== RECORDS SHOWN ==
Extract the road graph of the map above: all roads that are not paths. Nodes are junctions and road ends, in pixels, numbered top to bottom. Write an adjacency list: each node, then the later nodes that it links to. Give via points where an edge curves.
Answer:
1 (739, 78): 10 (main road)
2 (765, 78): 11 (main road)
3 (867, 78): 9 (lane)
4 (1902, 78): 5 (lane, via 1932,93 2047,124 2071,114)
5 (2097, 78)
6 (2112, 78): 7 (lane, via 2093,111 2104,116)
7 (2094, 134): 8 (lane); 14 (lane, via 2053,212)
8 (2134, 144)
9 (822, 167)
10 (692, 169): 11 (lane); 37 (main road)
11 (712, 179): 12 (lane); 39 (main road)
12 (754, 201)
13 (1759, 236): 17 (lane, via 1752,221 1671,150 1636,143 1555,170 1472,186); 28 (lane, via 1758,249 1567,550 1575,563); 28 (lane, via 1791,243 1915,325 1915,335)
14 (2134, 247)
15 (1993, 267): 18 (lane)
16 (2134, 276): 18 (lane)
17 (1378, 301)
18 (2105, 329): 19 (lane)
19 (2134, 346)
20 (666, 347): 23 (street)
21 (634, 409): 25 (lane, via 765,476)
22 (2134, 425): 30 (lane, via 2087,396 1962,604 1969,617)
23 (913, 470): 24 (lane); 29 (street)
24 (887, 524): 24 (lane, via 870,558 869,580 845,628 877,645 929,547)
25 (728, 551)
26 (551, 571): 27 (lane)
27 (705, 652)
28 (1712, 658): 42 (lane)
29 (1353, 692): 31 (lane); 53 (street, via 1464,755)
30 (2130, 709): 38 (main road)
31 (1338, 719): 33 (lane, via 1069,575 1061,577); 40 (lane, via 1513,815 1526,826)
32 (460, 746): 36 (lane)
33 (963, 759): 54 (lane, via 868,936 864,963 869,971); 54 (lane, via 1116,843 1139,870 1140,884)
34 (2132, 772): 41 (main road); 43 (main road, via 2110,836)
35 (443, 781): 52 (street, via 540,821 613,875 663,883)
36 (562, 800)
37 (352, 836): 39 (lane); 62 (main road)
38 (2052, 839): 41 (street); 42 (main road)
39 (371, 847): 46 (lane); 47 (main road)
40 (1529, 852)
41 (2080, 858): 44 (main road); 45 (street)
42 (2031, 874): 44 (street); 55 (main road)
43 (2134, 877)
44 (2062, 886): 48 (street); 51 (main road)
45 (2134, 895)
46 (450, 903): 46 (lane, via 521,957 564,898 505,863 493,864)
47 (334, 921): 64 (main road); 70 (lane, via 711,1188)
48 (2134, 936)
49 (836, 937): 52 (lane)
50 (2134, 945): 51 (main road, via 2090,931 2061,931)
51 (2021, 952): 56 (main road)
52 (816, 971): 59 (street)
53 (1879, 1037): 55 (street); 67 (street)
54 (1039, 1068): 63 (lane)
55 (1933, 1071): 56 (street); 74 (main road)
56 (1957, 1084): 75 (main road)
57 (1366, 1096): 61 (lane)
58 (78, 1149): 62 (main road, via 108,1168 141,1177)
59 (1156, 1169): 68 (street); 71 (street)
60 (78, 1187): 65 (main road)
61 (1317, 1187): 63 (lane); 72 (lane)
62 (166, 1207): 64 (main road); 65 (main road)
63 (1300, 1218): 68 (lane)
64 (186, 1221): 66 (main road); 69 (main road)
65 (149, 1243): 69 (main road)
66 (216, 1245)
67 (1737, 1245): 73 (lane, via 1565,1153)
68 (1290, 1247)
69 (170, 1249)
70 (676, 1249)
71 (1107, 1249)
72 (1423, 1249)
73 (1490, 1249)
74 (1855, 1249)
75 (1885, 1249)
===
» **WHAT TO PRODUCE**
Filter the records above down to the lines containing "street".

» **RESULT FOR THIS TASK**
20 (666, 347): 23 (street)
23 (913, 470): 24 (lane); 29 (street)
29 (1353, 692): 31 (lane); 53 (street, via 1464,755)
35 (443, 781): 52 (street, via 540,821 613,875 663,883)
38 (2052, 839): 41 (street); 42 (main road)
41 (2080, 858): 44 (main road); 45 (street)
42 (2031, 874): 44 (street); 55 (main road)
44 (2062, 886): 48 (street); 51 (main road)
52 (816, 971): 59 (street)
53 (1879, 1037): 55 (street); 67 (street)
55 (1933, 1071): 56 (street); 74 (main road)
59 (1156, 1169): 68 (street); 71 (street)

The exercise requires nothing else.